Plusieurs signataires, pour la plupart originaires des anciennes républiques soviétiques ou d’États de l’ancien bloc de l’Est, ont des relations particulièrement étroites avec l’OTAN et ses activités contre la Russie, ou directement avec le Pentagone, comme c’est le cas du lieutenant-colonel (retraité) Mark Stokes qui « est le directeur exécutif de l’institut Project 2049. » Ce vétéran de l’armée de l’air US a, entre autres, « occupé des postes dans le domaine du renseignement ». (22)

Parmi les signataires venant des nouveaux États de l’OTAN particulièrement hostiles à la Russie, il y a Tinatin Khidasheli, une ancienne Ministre de la défense géorgienne qui, pendant son mandat, « a recherché une coopération étroite avec l’OTAN et les États-Unis ». (23) Le nom du signataire géorgien Giorgi Moldini est suivi de la mention « Stratcom Georgia ». La Lithuanienne Rasa Juknevičienė a été Présidente de l’Assemblée parlementaire de l’OTAN. La Polonaise Anna Fotyga, membre du Parlement Européen, a en tant que Ministre des Affaires étrangères polonaise « poursuivi une politique d’alignement étroit avec les États-Unis », et sa « position sur les affaires étrangères est conforme à la position politique du PiS », le parti national-catholique « classé à droite ou à l’extrême droite de l’échiquier politique ». (24) En 2016, elle « a proposé une résolution (…) qui préconise notamment de censurer les médias russes, tels que RT et Spoutnik. La proposition a fait l’objet de critiques de la part de la Fédération européenne des journalistes ». (25)

Enfin, mentionnons l’Ukrainienne Halyna Coynash, encore une « défenseuse » (ou plutôt une défonceuse ?) des « droits de l’homme », puisqu’elle appartient au Kharkiv Human Rights Group. Sur YouTube, elle prend la défense des incendiaires et meurtriers du massacre de la Maison syndicale d’Odessa. (26)

 

 

Les « droits humains » à la Netanyahu

Une chose qui pourrait étonner, mais pas trop, ce sont les nombreux signataires appartenant au lobby israélien ou aux milieux sionistes religieux.

On retrouve, par exemple,

– Irwin Cotler, un ancien ministre de la justice et procureur général du Canada. La Lettre ouverte mentionne sa qualité de « Président du Centre Raoul pour les droits de l’homme ». Pas de n’importe quels hommes, apparemment ! Selon un article du Jerusalem Post intitulé « Irwin Cotler: The human rights defender », il est « l’un des plus ardents défenseurs d’Israël dans le monde ». (27) Étrange activité pour un prétendu défenseur des droits humains, puisque l’Etat sioniste viole constamment les droits des Palestiniens, appliquant, par exemple, la « Sippenhaft » (28) à l’égard des familles de jeunes résistants, emprisonnant sans jugement des centaines d’enfants palestiniens, perpétrant d’innombrables actes d’agression et meurtres politiques, estropiant délibérément d’innombrables jeunes lors de sa répression de la seconde intifada et des manifestations à Gaza, etc.
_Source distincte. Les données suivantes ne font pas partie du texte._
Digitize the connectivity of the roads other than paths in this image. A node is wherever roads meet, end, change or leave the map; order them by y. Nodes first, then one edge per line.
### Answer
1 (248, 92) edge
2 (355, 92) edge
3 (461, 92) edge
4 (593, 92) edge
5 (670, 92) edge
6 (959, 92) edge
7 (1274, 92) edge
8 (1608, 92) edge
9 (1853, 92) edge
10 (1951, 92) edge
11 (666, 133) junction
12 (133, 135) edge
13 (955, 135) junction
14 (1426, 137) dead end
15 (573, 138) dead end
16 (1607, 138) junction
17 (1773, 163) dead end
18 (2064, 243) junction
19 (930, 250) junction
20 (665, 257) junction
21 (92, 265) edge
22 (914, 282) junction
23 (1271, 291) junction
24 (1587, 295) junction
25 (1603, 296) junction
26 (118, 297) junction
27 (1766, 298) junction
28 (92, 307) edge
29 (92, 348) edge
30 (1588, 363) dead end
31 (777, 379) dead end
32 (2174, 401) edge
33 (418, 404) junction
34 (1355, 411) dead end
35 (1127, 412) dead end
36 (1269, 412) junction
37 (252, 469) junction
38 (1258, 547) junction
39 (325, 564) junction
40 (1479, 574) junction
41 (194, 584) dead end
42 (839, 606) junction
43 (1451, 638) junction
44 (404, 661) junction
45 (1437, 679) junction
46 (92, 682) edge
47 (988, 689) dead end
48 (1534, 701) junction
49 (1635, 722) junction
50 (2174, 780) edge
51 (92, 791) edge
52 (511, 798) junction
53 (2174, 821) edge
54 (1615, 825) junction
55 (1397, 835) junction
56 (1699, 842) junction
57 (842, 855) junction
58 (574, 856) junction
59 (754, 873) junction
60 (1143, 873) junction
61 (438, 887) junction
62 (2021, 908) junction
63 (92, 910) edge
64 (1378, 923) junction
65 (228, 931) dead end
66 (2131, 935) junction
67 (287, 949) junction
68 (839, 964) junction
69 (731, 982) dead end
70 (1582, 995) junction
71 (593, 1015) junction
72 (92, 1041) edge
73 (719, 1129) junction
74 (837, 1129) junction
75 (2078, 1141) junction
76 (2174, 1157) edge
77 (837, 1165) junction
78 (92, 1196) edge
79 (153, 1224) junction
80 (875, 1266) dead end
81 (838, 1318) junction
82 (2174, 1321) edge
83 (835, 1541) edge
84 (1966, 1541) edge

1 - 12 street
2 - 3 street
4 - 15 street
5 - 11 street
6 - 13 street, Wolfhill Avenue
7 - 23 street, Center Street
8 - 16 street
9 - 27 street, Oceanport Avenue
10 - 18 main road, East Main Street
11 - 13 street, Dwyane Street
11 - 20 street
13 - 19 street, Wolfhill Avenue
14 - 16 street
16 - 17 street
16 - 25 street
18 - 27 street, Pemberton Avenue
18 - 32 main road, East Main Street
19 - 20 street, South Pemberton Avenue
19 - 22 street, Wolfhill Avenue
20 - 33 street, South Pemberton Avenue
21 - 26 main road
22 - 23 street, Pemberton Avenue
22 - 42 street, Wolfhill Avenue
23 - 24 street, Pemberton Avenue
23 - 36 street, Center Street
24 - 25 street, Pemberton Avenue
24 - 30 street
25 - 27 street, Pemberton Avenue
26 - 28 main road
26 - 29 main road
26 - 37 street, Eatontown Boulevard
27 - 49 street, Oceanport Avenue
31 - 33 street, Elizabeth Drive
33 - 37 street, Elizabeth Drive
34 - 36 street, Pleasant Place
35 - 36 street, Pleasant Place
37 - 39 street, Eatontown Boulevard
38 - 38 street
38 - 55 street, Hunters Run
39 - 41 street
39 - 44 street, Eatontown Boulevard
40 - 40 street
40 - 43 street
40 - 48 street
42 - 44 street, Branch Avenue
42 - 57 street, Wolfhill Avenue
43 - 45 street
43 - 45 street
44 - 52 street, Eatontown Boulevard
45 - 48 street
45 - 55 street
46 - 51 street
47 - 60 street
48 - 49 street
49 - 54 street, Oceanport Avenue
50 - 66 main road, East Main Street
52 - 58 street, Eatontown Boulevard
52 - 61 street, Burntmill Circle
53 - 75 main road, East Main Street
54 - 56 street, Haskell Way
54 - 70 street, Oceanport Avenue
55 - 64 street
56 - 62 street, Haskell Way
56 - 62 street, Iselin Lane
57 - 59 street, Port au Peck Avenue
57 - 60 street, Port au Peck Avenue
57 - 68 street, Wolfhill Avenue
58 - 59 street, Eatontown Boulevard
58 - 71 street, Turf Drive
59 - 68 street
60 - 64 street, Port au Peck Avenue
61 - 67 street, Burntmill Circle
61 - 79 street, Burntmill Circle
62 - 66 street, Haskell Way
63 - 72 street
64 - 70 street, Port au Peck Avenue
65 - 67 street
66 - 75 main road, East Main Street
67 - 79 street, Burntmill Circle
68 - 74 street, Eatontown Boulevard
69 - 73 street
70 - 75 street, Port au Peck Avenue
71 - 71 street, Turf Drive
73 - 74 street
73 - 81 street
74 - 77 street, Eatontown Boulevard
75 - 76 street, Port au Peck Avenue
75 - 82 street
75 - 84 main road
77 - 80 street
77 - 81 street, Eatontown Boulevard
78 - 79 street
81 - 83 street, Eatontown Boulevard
– Judith Abitan, encore un défenseur (une défenseuse ?) des « droits de l’homme » à l’américaine en tant que directrice du Raoul Wallenberg Centre for Human Rights. Elle a été justement « la chef de cabinet de l’honorable Irwin Cotler. » En 2013 et 2014, elle a de plus « occupé le poste d’auxiliaire juridique étrangère du président et juge en chef de la Cour suprême d’Israël. » (29)

 

Le garçon Palestinien Faris Odeh (qui a ensuite été tué par les forces d’occupation) jette une pierre sur un blindé israélien pendant la 2e intifada (Source : flickr)
Le garçon Palestinien Faris Odeh (qui a ensuite été tué par les forces d’occupation) jette une pierre sur un blindé israélien pendant la 2e intifada (Source : flickr)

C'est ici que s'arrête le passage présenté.